Mom always paints Oliver the same way—looking like he’s around eight years old—even though, in reality, he drowned in our backyard swimming pool at age four, when I was two. Mom also gives Oliver some sort of treat in every painting. An ice cream cone, as with this one. A piece of candy. A shiny new toy. A puppy. A kite. A kitten. A butterfly net. Apparently, one of Mom’s greatest pleasures is showering her ill-fated older son, in paintings, with all the little gifts she never got to give him in real life.

Scattered around Mom and her two happy sons are Mom’s three younger sisters and mother, all of them clad in merry, pastel dresses, and all of them gaily spinning cartwheels and jumping rope... even though, in real life, tragically, all four of them died in a horrific house fire when Mom was barely sixteen.

Mom had been babysitting a neighbor’s three children at the time of the fire, mere blocks away. When word of the blaze got to Mom, she frantically sprinted home, hell-bent on hurtling herself inside the burning structure and saving everyone she loved so much from catastrophe. But, alas, by the time she got to the house, it was already abundantly clear it was too late. Four of the only five people my mother loved in this world were already gone.

As for the fifth person in this world my mother loved, her father, he was a traveling salesman on a trip at the time, marooned that fateful night with a flat tire about two hours away. Or, at least, that’s what Charles Charpentier swore to investigators, when no witnesses could confirm his whereabouts, one way or another.

To this day, I think my mother mostly believes her father’s version of events, which is why she always includes him in her happy family paintings.
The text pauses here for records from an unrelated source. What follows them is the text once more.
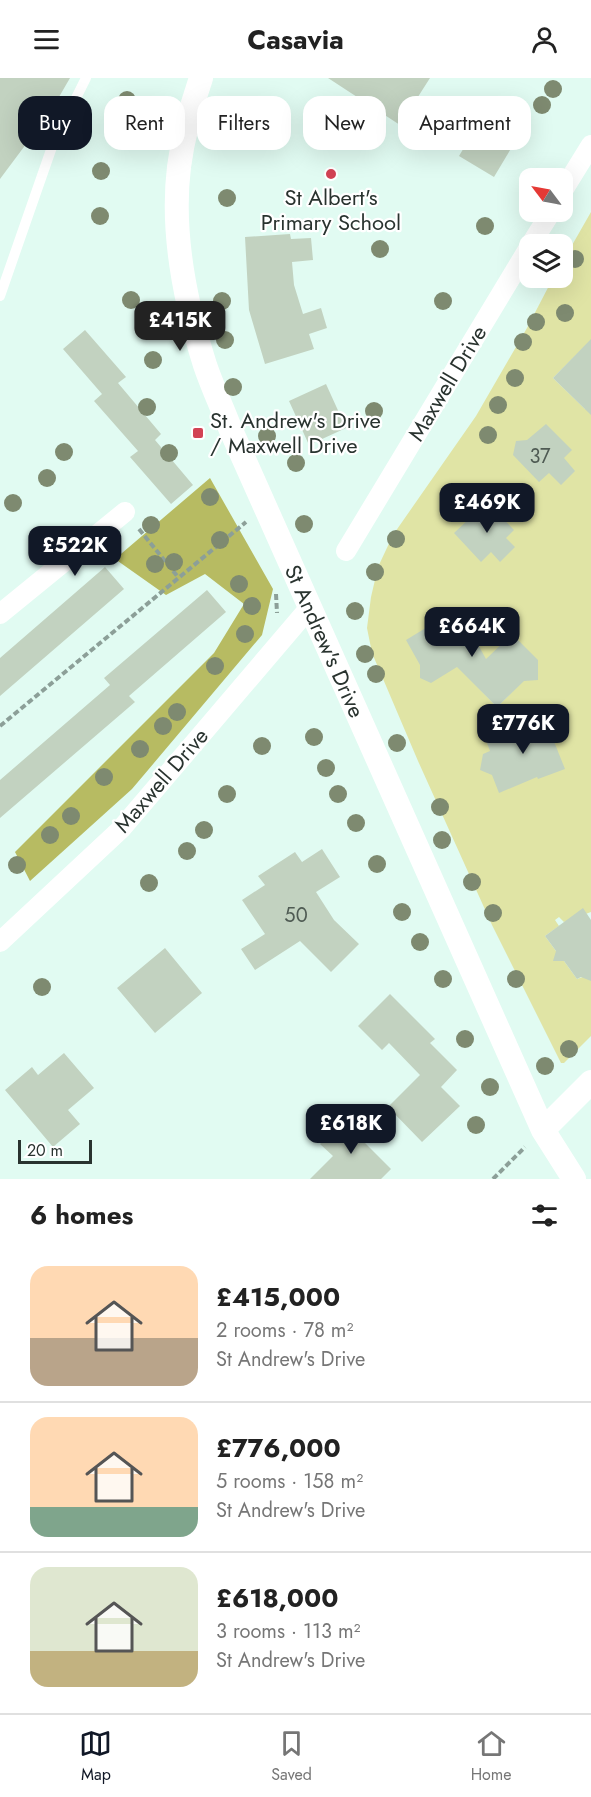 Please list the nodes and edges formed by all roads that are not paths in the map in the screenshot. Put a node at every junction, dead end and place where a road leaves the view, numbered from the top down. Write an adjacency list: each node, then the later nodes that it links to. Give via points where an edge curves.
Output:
1 (86, 78): 6 (lane, via 53,144)
2 (201, 78): 9 (street, St Andrew's Drive, via 188,116 179,168 181,262 190,312 230,428)
3 (591, 145): 4 (street)
4 (573, 174)
5 (519, 263): 8 (street, Maxwell Drive)
6 (0, 296)
7 (125, 512): 10 (street)
8 (346, 551)
9 (310, 607): 11 (street, Maxwell Drive, via 121,829); 13 (street, St Andrew's Drive)
10 (0, 614)
11 (3, 932)
12 (591, 1082): 13 (street)
13 (543, 1130): 14 (street, St Andrew's Drive)
14 (574, 1179)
Including her father in her paintings is my mother’s way of declaring to the world: Charles Charpentier’s sole surviving child rejects the wicked rumors about him—the whispers that swirled around Scarsdale immediately after the fire, and then continued swirling endlessly, long after the man killed himself on the one-year anniversary of the tragedy.
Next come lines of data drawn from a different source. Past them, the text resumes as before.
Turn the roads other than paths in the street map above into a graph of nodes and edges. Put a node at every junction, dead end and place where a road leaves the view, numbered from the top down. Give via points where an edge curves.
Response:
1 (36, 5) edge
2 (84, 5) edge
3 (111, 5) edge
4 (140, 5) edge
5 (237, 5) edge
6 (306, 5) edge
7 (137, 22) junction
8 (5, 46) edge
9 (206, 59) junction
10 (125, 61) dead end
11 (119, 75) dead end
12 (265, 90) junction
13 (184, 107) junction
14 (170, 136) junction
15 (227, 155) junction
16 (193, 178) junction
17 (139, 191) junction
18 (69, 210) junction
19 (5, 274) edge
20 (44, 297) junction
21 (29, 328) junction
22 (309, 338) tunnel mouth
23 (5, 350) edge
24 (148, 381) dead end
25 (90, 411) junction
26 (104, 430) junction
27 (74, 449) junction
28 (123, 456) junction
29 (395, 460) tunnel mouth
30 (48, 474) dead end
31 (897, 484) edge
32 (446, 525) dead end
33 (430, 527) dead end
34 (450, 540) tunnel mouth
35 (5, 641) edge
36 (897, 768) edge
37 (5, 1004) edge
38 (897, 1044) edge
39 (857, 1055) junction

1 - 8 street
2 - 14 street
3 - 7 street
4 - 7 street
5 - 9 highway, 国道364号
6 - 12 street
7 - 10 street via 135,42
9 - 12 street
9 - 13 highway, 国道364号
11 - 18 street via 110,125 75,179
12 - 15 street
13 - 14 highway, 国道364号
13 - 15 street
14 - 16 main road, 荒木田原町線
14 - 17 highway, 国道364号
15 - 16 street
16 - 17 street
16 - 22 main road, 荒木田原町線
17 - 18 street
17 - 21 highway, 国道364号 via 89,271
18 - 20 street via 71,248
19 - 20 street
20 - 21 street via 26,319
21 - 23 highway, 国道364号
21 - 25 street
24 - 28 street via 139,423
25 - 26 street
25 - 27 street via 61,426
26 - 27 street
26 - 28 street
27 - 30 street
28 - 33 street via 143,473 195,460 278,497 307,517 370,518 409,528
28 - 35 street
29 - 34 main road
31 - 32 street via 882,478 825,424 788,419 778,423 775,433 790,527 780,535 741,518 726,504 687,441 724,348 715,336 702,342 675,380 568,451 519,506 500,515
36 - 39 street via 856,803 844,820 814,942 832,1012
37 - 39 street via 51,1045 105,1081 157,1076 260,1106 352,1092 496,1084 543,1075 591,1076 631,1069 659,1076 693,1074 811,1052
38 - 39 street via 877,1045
According to my grandfather’s doubters, Charles Charpentier was a compulsive gambler who’d arranged to burn down what he’d thought would be his empty house that fateful night, in order to collect insurance money and pay off his mountain of debts. To my mother, on the other hand, her father was a tragic figure who lost almost everything that horrible night, all at once... and, tragically for her, the only thing that remained, the man’s eldest daughter, simply wasn’t enough to keep him from putting that gun to his head and pulling the trigger.
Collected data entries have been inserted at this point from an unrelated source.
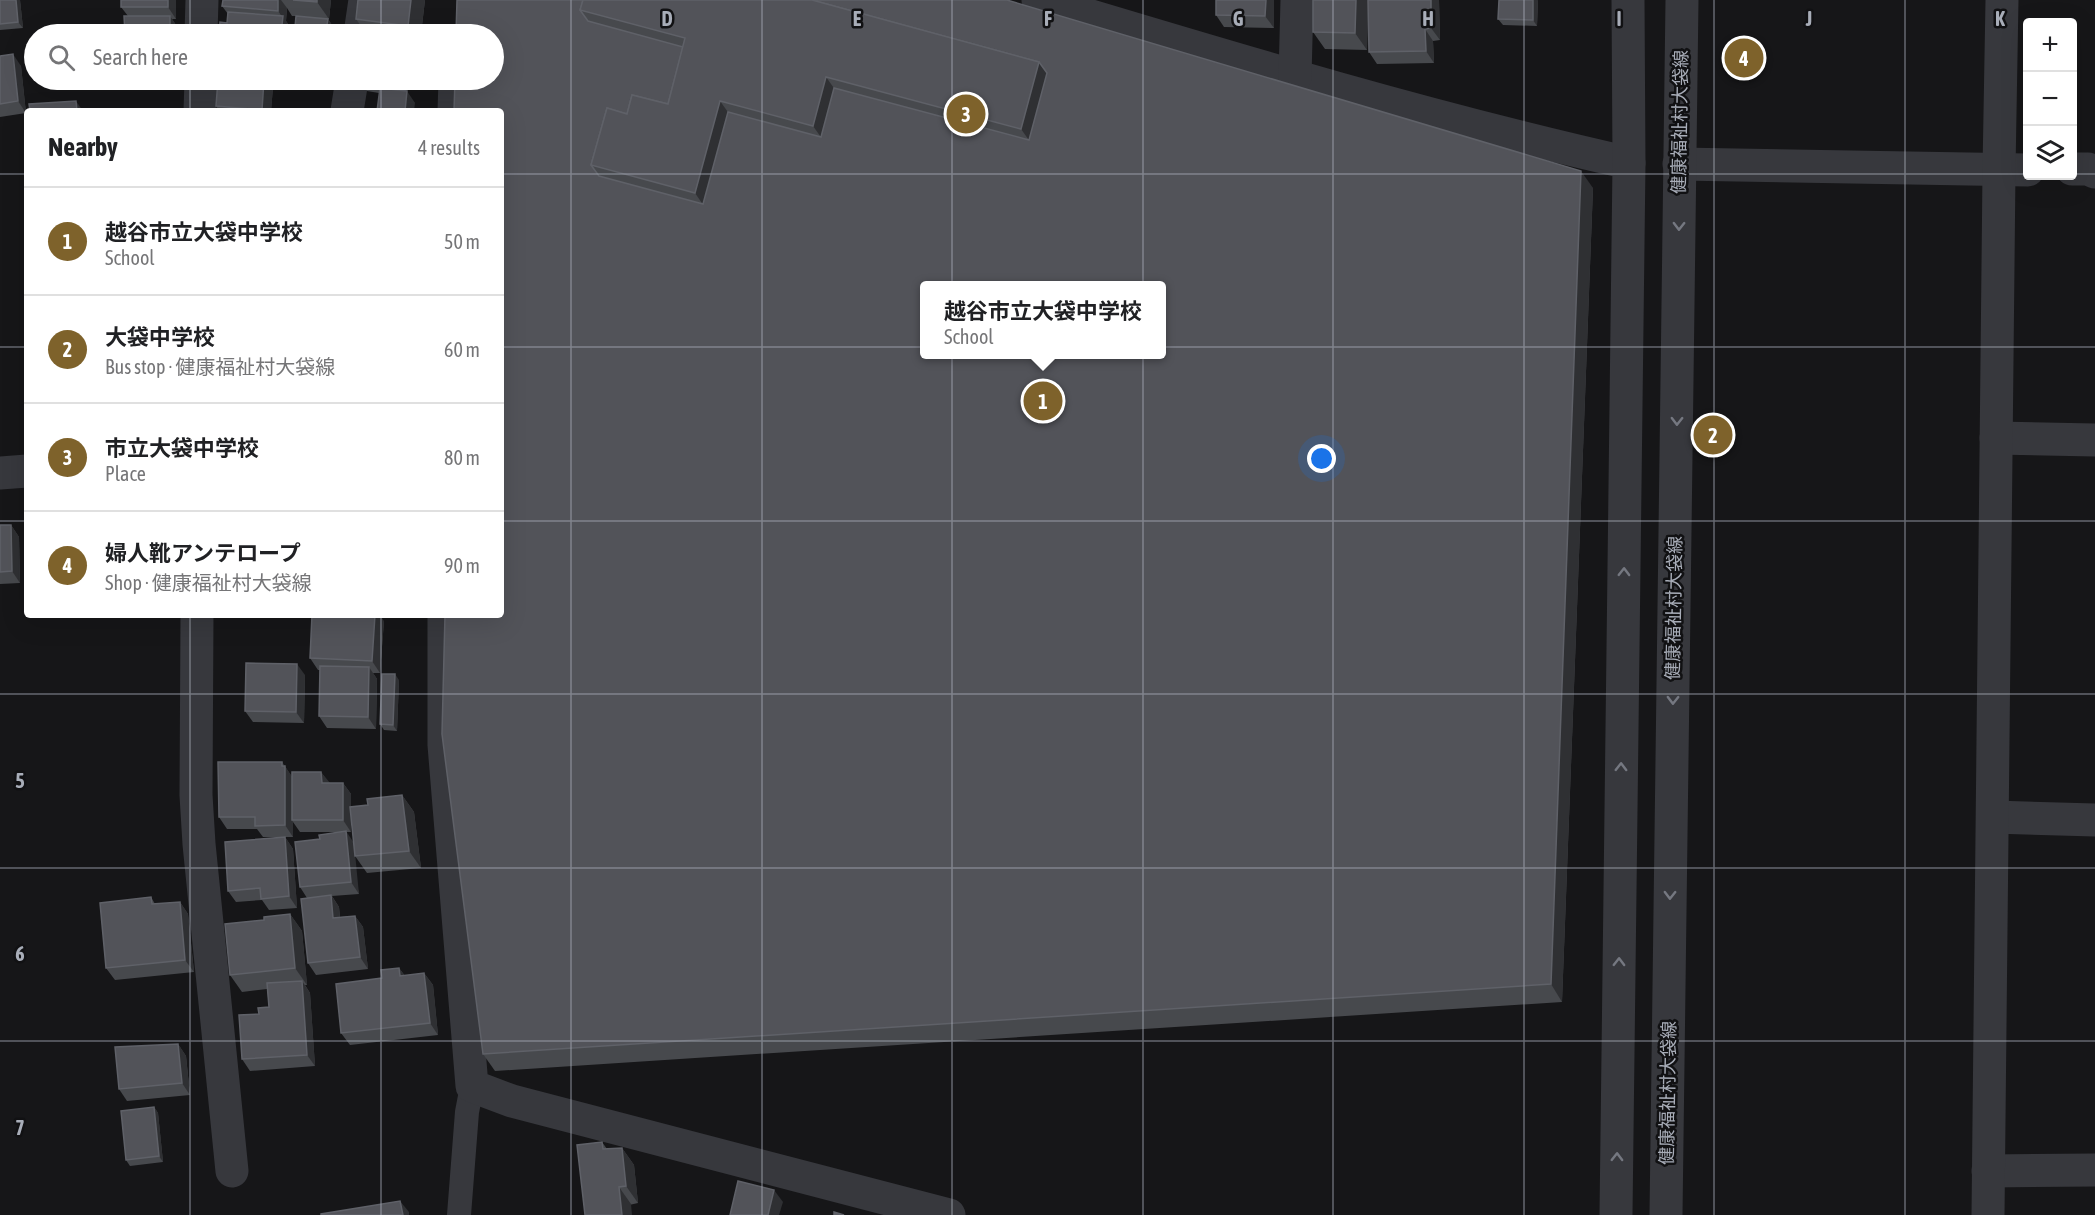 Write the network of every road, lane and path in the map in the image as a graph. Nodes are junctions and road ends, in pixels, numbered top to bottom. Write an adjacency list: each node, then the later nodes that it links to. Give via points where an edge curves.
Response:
1 (202, 0): 9 (street)
2 (365, 0): 10 (street)
3 (1038, 0): 8 (street)
4 (1297, 0): 11 (street)
5 (1628, 0): 18 (street)
6 (1682, 0): 19 (street, 健康福祉村大袋線)
7 (2002, 0): 21 (street)
8 (1100, 9): 11 (street)
9 (201, 24)
10 (361, 24)
11 (1295, 77): 18 (street)
12 (201, 90): 15 (street)
13 (350, 90): 16 (street)
14 (455, 90): 17 (street)
15 (200, 108)
16 (347, 108)
17 (454, 108)
18 (1629, 163): 37 (street, one-way to 18)
19 (1679, 164): 21 (street); 38 (street, 健康福祉村大袋線, one-way to 38)
20 (2077, 169): 22 (street)
21 (2013, 170): 23 (street)
22 (2095, 172)
23 (1996, 438): 24 (street); 29 (street)
24 (2095, 440)
25 (24, 471): 26 (street)
26 (0, 472)
27 (198, 618): 33 (street, via 199,844)
28 (444, 618): 31 (street, via 444,745)
29 (1993, 818): 30 (street); 34 (street)
30 (2095, 820)
31 (472, 1086): 35 (lane); 36 (street, via 512,1101)
32 (2095, 1170): 34 (street)
33 (232, 1171)
34 (1988, 1171): 39 (street)
35 (459, 1215)
36 (949, 1215)
37 (1616, 1215)
38 (1666, 1215)
39 (1988, 1215)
Interestingly, Mom always places her father off to the side in every painting—as if he’s watching his family’s revelry from a distance, but not participating in it. I think Mom keeps her father at arm’s length in this way, each and every time, because, in the deepest recesses of her unwell mind, she’s not sure what to think about him. Consciously, she’s decided to believe in his innocence. But, subconsciously, I’m guessing she’s got her doubts. Perhaps she includes her father’s figure in her paintings, in the first place, as a declaration of love and support for him... but she then feels compelled to set him apart, away from her beloved mother and sisters, as a show of loyalty to them... just in case, on the off-chance, the incessant whispers and gossip about her father were actually true.